What is required. Scan the records below for the word "Witches" and give only the number of lines that hold it.

[Stored data entries]

═══

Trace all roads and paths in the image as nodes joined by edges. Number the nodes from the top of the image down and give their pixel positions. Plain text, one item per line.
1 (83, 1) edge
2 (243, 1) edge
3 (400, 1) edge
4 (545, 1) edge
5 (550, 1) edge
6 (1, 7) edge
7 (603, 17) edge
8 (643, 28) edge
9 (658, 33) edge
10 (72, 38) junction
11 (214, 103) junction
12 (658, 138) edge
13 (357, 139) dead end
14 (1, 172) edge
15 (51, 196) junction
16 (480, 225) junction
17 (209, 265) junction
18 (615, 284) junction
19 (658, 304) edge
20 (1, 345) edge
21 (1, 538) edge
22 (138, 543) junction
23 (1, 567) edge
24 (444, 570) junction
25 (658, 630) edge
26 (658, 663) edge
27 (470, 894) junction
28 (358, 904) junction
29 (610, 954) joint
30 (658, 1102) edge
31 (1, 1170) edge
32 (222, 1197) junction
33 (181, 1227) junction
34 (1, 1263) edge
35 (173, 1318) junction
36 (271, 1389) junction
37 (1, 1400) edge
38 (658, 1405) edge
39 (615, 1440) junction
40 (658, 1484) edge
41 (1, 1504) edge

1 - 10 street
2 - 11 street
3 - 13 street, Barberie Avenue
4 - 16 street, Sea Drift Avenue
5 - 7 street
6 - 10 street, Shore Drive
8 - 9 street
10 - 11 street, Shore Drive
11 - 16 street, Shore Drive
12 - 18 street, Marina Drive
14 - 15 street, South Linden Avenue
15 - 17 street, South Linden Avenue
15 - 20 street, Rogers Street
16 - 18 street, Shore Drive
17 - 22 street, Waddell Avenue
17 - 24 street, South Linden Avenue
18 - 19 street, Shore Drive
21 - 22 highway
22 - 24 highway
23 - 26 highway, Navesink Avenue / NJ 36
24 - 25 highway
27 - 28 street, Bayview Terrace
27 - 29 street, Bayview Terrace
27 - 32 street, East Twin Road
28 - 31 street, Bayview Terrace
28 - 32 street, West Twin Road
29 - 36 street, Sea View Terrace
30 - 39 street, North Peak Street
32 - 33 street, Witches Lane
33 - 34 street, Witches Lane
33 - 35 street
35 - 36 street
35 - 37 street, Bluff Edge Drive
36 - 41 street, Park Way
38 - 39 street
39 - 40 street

═══

Answer area. 2